We cut our average production image size by 78% with multi-stage builds. The patterns that worked, the ones that didn't, and the production gotchas.
A few years ago our average production image size was around 1.2GB. Today it's 240MB. The biggest single change was committing seriously to multi-stage builds. This post is the patterns that worked and the ones we abandoned, with the actual production reasons.
A multi-stage Dockerfile has multiple FROM lines. Each starts a new stage with a fresh filesystem. You can COPY --from=<stage> between them.

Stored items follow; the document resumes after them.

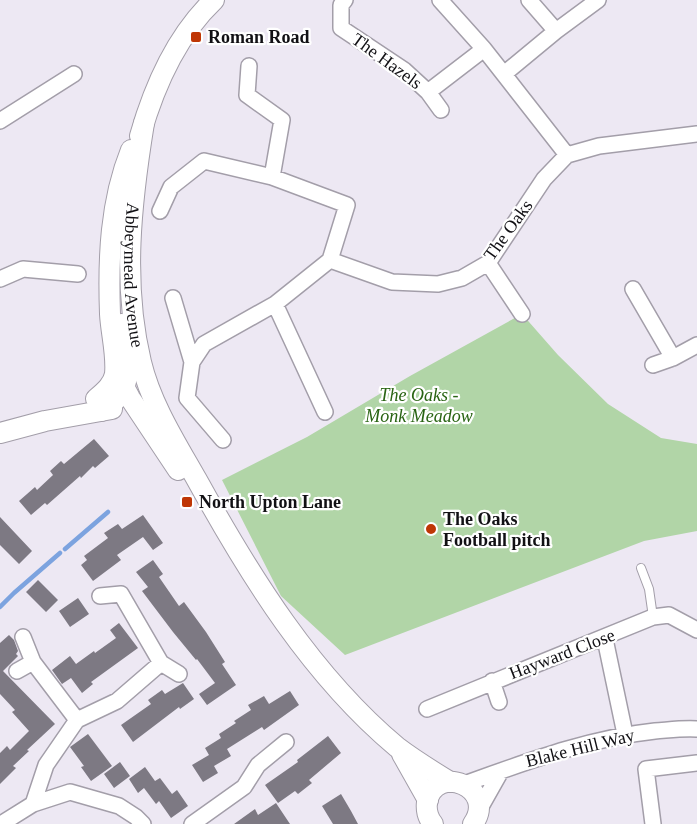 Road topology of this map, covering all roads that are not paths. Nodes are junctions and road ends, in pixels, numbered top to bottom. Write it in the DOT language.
graph roads {
  1 [pos="214,0"];
  2 [pos="345,0"];
  3 [pos="440,0"];
  4 [pos="529,0"];
  5 [pos="598,0"];
  6 [pos="556,30"];
  7 [pos="484,49"];
  8 [pos="249,66"];
  9 [pos="74,74"];
  10 [pos="504,74"];
  11 [pos="428,92"];
  12 [pos="441,110"];
  13 [pos="0,121"];
  14 [pos="144,123"];
  15 [pos="697,134"];
  16 [pos="567,155"];
  17 [pos="272,177"];
  18 [pos="160,211"];
  19 [pos="330,260"];
  20 [pos="488,262"];
  21 [pos="78,274"];
  22 [pos="0,279"];
  23 [pos="633,289"];
  24 [pos="173,298"];
  25 [pos="275,304"];
  26 [pos="522,314"];
  27 [pos="697,345"];
  28 [pos="673,358"];
  29 [pos="115,362"];
  30 [pos="192,362"];
  31 [pos="653,365"];
  32 [pos="125,390"];
  33 [pos="98,405"];
  34 [pos="325,412"];
  35 [pos="159,427"];
  36 [pos="0,433"];
  37 [pos="223,440"];
  38 [pos="641,568"];
  39 [pos="100,596"];
  40 [pos="652,618"];
  41 [pos="696,626"];
  42 [pos="23,637"];
  43 [pos="605,639"];
  44 [pos="33,662"];
  45 [pos="161,663"];
  46 [pos="17,671"];
  47 [pos="179,674"];
  48 [pos="492,681"];
  49 [pos="499,702"];
  50 [pos="427,709"];
  51 [pos="77,720"];
  52 [pos="697,729"];
  53 [pos="625,734"];
  54 [pos="286,742"];
  55 [pos="398,747"];
  56 [pos="697,763"];
  57 [pos="501,771"];
  58 [pos="457,783"];
  59 [pos="428,800"];
  60 [pos="33,804"];
  61 [pos="476,819"];
  62 [pos="431,823"];
  63 [pos="1,824"];
  64 [pos="143,824"];
  65 [pos="192,824"];
  66 [pos="653,824"];
  1 -- 14 [label="street, Abbeymead Avenue"];
  2 -- 11 [label="street, The Hazels"];
  3 -- 7 [label="street"];
  4 -- 6 [label="street"];
  5 -- 6 [label="street"];
  6 -- 10 [label="street"];
  7 -- 10 [label="street"];
  7 -- 11 [label="street, The Hazels"];
  8 -- 17 [label="street"];
  9 -- 13 [label="street"];
  10 -- 16 [label="street"];
  11 -- 12 [label="street"];
  14 -- 29 [label="street, Abbeymead Avenue"];
  14 -- 32 [label="street, Abbeymead Avenue"];
  14 -- 35 [label="street, Abbeymead Avenue"];
  15 -- 16 [label="street"];
  16 -- 20 [label="street, The Oaks"];
  17 -- 18 [label="street"];
  17 -- 19 [label="street"];
  19 -- 20 [label="street, The Oaks"];
  19 -- 25 [label="street"];
  20 -- 26 [label="street"];
  21 -- 22 [label="street"];
  23 -- 28 [label="street"];
  24 -- 30 [label="street"];
  25 -- 30 [label="street"];
  25 -- 34 [label="street"];
  27 -- 28 [label="street"];
  28 -- 31 [label="street"];
  29 -- 32 [label="street, Abbeymead Avenue"];
  29 -- 33 [label="street, Abbeymead Avenue"];
  30 -- 37 [label="street"];
  32 -- 33 [label="street"];
  32 -- 35 [label="street, Abbeymead Avenue"];
  33 -- 35 [label="street, Abbeymead Avenue"];
  33 -- 36 [label="street"];
  35 -- 55 [label="street, Abbeymead Avenue"];
  38 -- 40 [label="lane"];
  39 -- 45 [label="street"];
  40 -- 41 [label="street, Hayward Close"];
  40 -- 43 [label="street, Hayward Close"];
  42 -- 44 [label="street"];
  43 -- 48 [label="street, Hayward Close"];
  43 -- 53 [label="street"];
  44 -- 46 [label="street"];
  44 -- 51 [label="street"];
  45 -- 47 [label="street"];
  45 -- 51 [label="street"];
  48 -- 49 [label="street"];
  48 -- 50 [label="street, Hayward Close"];
  51 -- 60 [label="street"];
  52 -- 53 [label="street, Blake Hill Way"];
  53 -- 57 [label="street, Blake Hill Way"];
  54 -- 65 [label="street"];
  55 -- 58 [label="street, Abbeymead Avenue"];
  55 -- 59 [label="street, Abbeymead Avenue"];
  56 -- 66 [label="street"];
  57 -- 58 [label="street, Blake Hill Way"];
  57 -- 61 [label="street, Blake Hill Way"];
  58 -- 59 [label="street"];
  58 -- 61 [label="street"];
  59 -- 62 [label="street, Abbeymead Avenue"];
  60 -- 63 [label="street"];
  60 -- 64 [label="street"];
}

The point is to separate "what you need to build the artifact" from "what you need to run it." Build needs compilers, dev dependencies, source code, build caches. Runtime needs none of these — just the binary or compiled output, plus its runtime dependencies.
The pre-multi-stage workaround was a build container vs runtime container split with a CI orchestration step copying artifacts between them. Multi-stage replaces that with a single Dockerfile.
# Stage 1: build
FROM golang:1.22-alpine AS build
WORKDIR /src
# Cache dependencies in their own layer
COPY go.mod go.sum ./
RUN go mod download
# Build with static linking + version info
COPY . .
RUN CGO_ENABLED=0 GOOS=linux \
go build -ldflags="-s -w -X main.version=$(git -C . rev-parse HEAD)" \
-o /app ./cmd/server
# Stage 2: runtime
FROM gcr.io/distroless/static-debian12 AS runtime
COPY --from=build /app /app
USER 65532:65532
ENTRYPOINT ["/app"]
Result: ~15MB final image. The Go binary itself is the bulk of it.

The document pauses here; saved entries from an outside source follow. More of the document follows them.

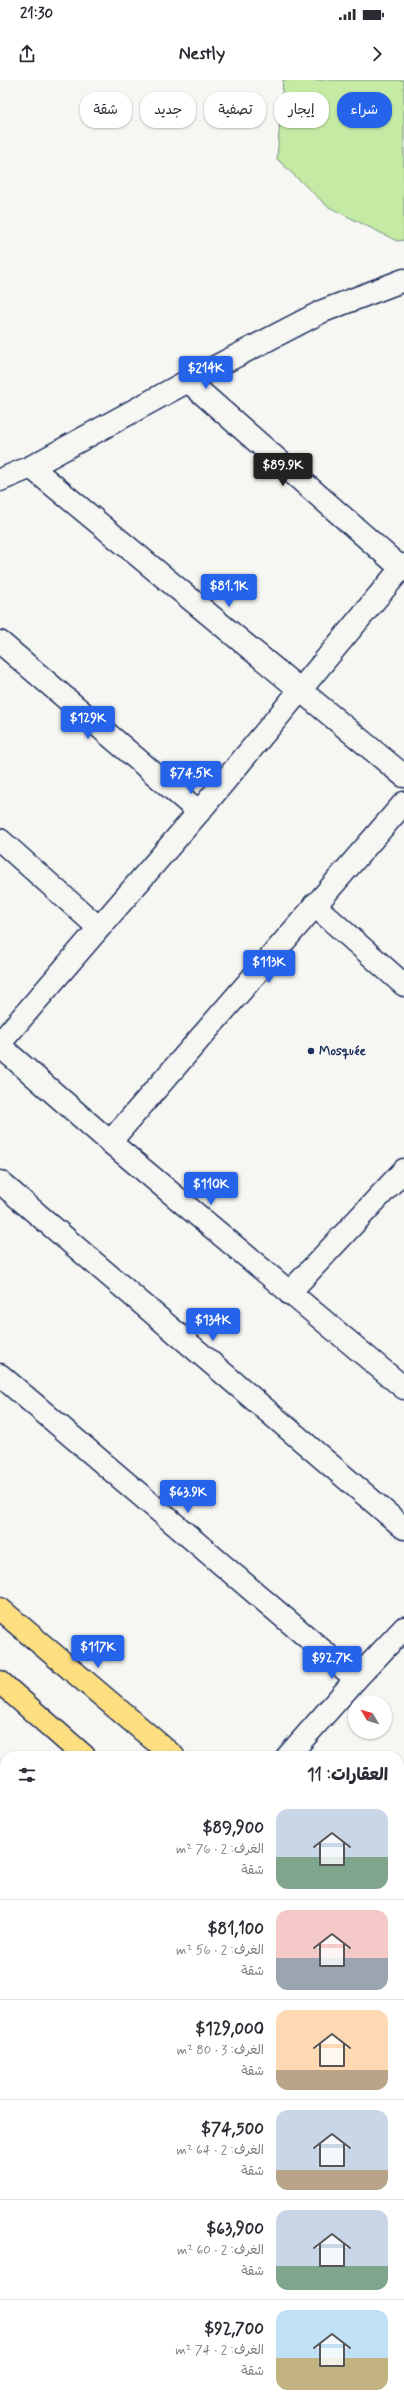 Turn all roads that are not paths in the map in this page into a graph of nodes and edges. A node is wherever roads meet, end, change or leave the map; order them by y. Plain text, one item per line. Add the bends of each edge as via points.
1 (404, 280) edge
2 (188, 380) junction
3 (30, 467) junction
4 (0, 480) edge
5 (403, 567) edge
6 (0, 642) edge
7 (300, 689) junction
8 (404, 776) edge
9 (404, 803) edge
10 (199, 812) junction
11 (0, 840) edge
12 (314, 906) junction
13 (99, 928) junction
14 (404, 985) edge
15 (0, 1043) edge
16 (0, 1046) edge
17 (110, 1142) junction
18 (401, 1180) edge
19 (0, 1182) edge
20 (288, 1293) junction
21 (0, 1375) edge
22 (404, 1388) edge
23 (404, 1528) edge
24 (0, 1609) edge
25 (401, 1637) edge
26 (356, 1679) junction
27 (0, 1682) edge
28 (78, 1751) edge
29 (167, 1751) edge
30 (292, 1751) edge

1 - 2 street via 323,311
2 - 3 street
2 - 5 street
3 - 4 street
3 - 7 street
5 - 7 street
6 - 10 street
7 - 8 street
7 - 10 street
9 - 12 street
10 - 13 street
11 - 13 street
12 - 14 street
12 - 17 street
13 - 15 street
16 - 17 street
17 - 20 street
18 - 20 street
19 - 23 street
20 - 22 street
21 - 26 street
24 - 29 main road
25 - 26 street
26 - 30 street
27 - 28 main road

Three things to highlight:
COPY go.mod go.sum ./ then go mod download is in its own layer before copying source. This caches dependencies — they only re-download when go.mod changes. For a service with 80+ dependencies this saves ~40 seconds per build.
-ldflags="-s -w" strips debug symbols from the binary. ~30% size reduction.
The runtime base is distroless/static. No shell, no package manager, no nothing — just the Go binary running as a non-root user (65532 is distroless's nonroot UID).
Node is harder because runtime needs node_modules, which is huge:
# Stage 1: build (with full toolchain)
FROM node:20-bookworm AS build
WORKDIR /src
COPY package.json package-lock.json ./
RUN npm ci
COPY . .
RUN npm run build && \
npm prune --production
# Stage 2: runtime
FROM gcr.io/distroless/nodejs20-debian12 AS runtime
WORKDIR /app
COPY --from=build /src/dist /app/dist
COPY --from=build /src/node_modules /app/node_modules
COPY --from=build /src/package.json /app/package.json
USER nonroot
CMD ["dist/server.js"]
The tricks:
npm ci after copying lockfile-only — same dependency caching trick as Go's go mod download.npm prune --production after build — removes dev dependencies. Cuts node_modules size by 40-60%.node:20-slim (~250MB) and significantly smaller than the full node:20 (~1.1GB).The final size of one of our Node services: ~280MB. Could be smaller with esbuild bundling (one bundle, no node_modules), but for our case the marginal benefit didn't justify the bundler complexity.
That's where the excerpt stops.